Exercise goal. A single figure is required: the number of lines in the data below that hold the word "picture".

Stored data.

Start of Block

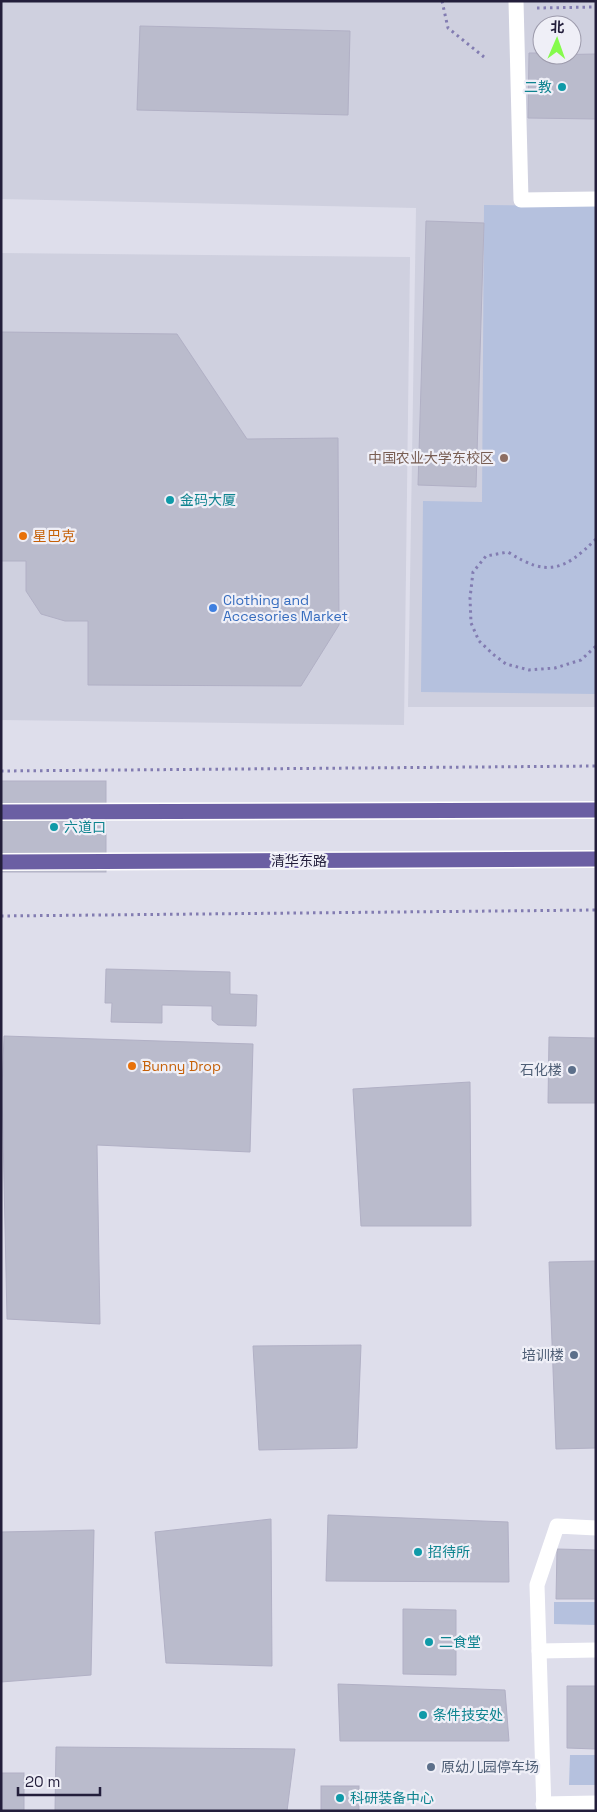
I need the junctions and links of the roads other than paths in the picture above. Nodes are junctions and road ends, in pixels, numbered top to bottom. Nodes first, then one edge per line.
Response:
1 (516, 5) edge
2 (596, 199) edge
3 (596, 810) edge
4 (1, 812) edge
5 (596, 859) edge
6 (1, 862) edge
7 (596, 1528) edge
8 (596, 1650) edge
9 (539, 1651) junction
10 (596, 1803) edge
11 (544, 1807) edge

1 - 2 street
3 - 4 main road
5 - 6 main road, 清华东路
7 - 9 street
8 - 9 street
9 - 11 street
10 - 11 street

End of Block
Start of Block

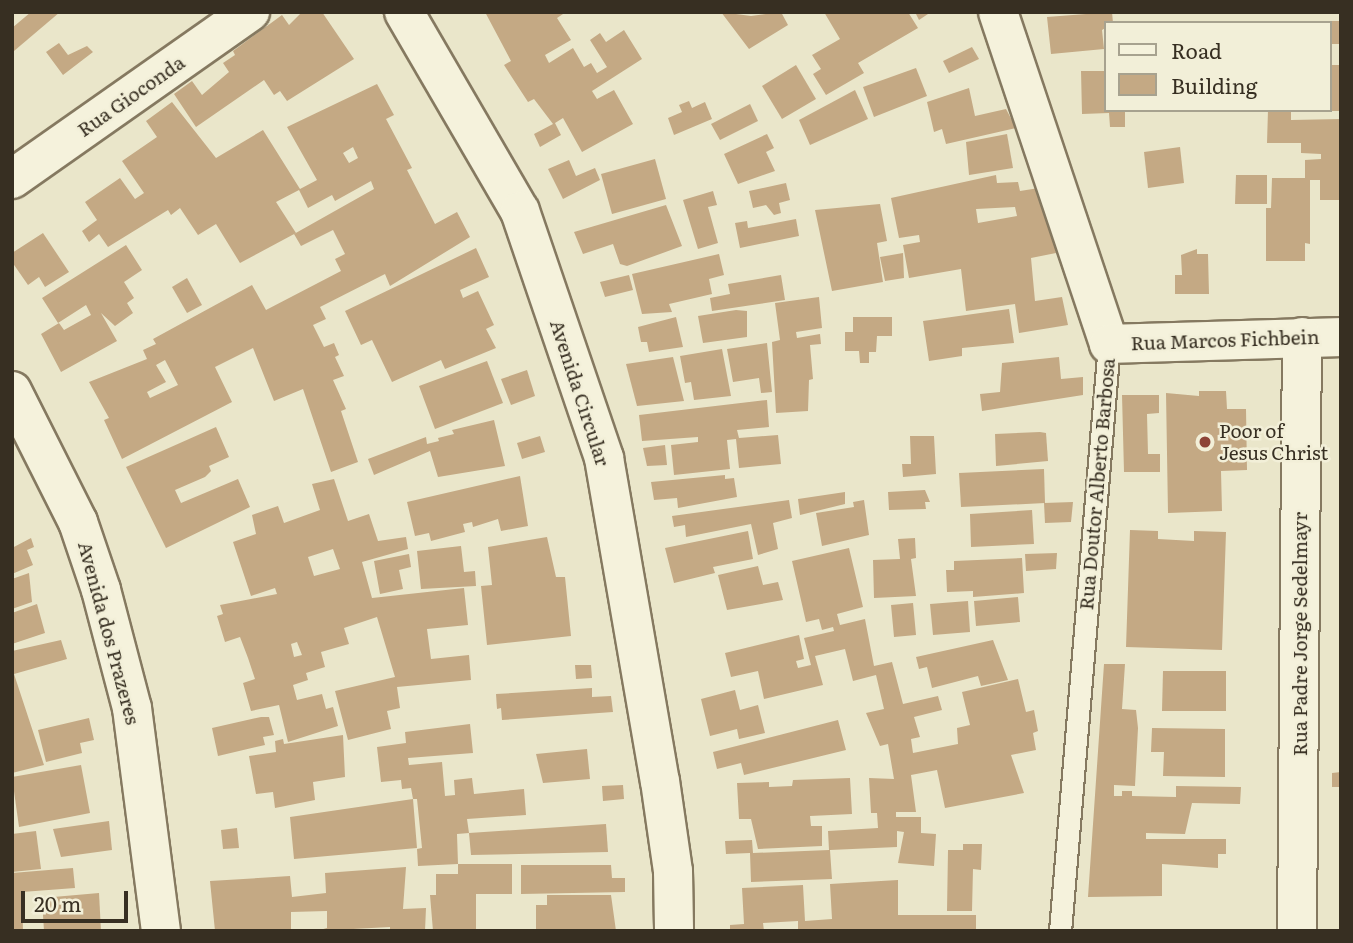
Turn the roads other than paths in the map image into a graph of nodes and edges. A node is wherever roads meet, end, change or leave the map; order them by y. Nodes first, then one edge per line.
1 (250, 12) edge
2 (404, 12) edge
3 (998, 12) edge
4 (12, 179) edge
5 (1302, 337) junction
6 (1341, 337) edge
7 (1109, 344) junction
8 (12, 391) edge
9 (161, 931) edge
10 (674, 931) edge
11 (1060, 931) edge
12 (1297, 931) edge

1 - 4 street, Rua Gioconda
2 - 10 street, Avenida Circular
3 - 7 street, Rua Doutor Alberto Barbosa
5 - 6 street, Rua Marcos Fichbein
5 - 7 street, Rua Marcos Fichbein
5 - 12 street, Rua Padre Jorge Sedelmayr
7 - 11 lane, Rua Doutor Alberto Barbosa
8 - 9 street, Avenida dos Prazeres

End of Block
Start of Block

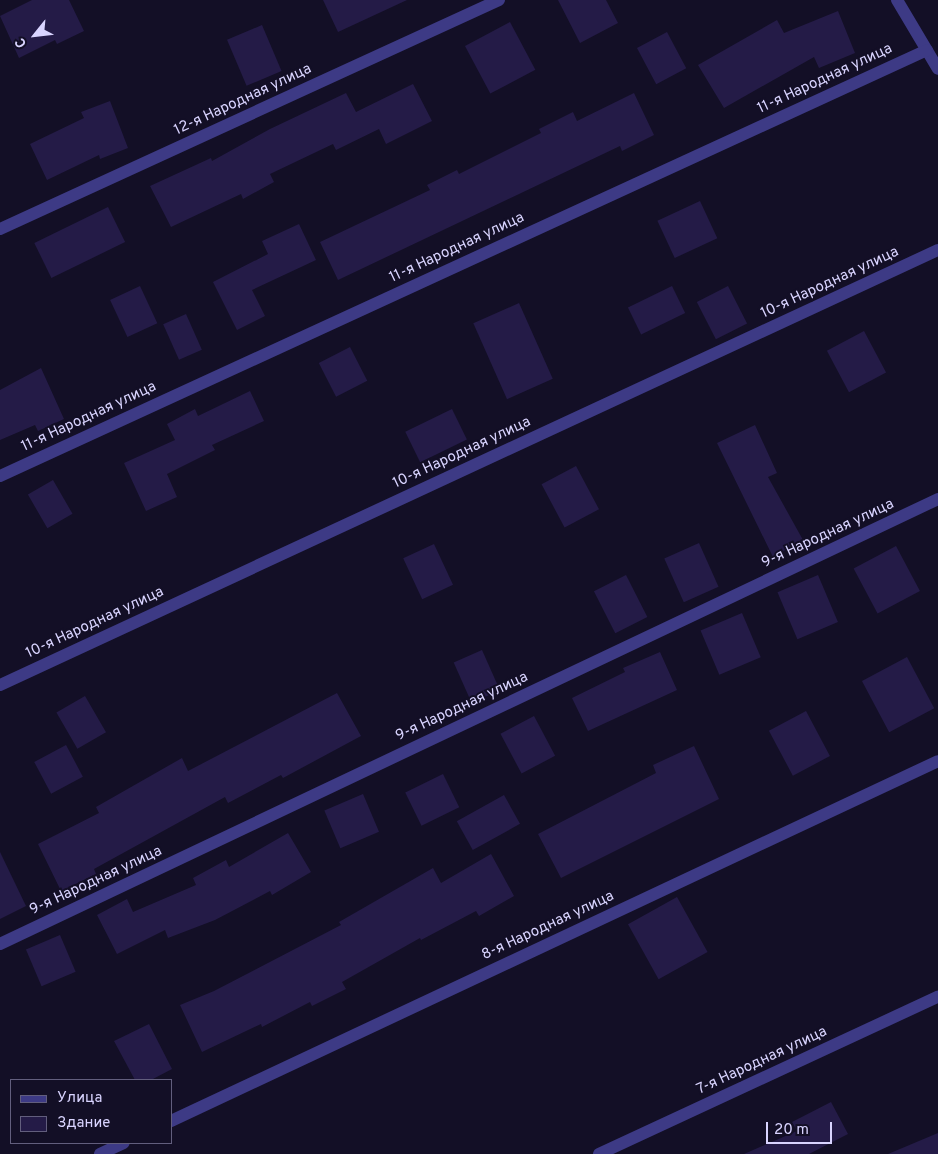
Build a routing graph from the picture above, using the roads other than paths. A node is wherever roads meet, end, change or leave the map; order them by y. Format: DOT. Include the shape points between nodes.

End of Block

Response. 2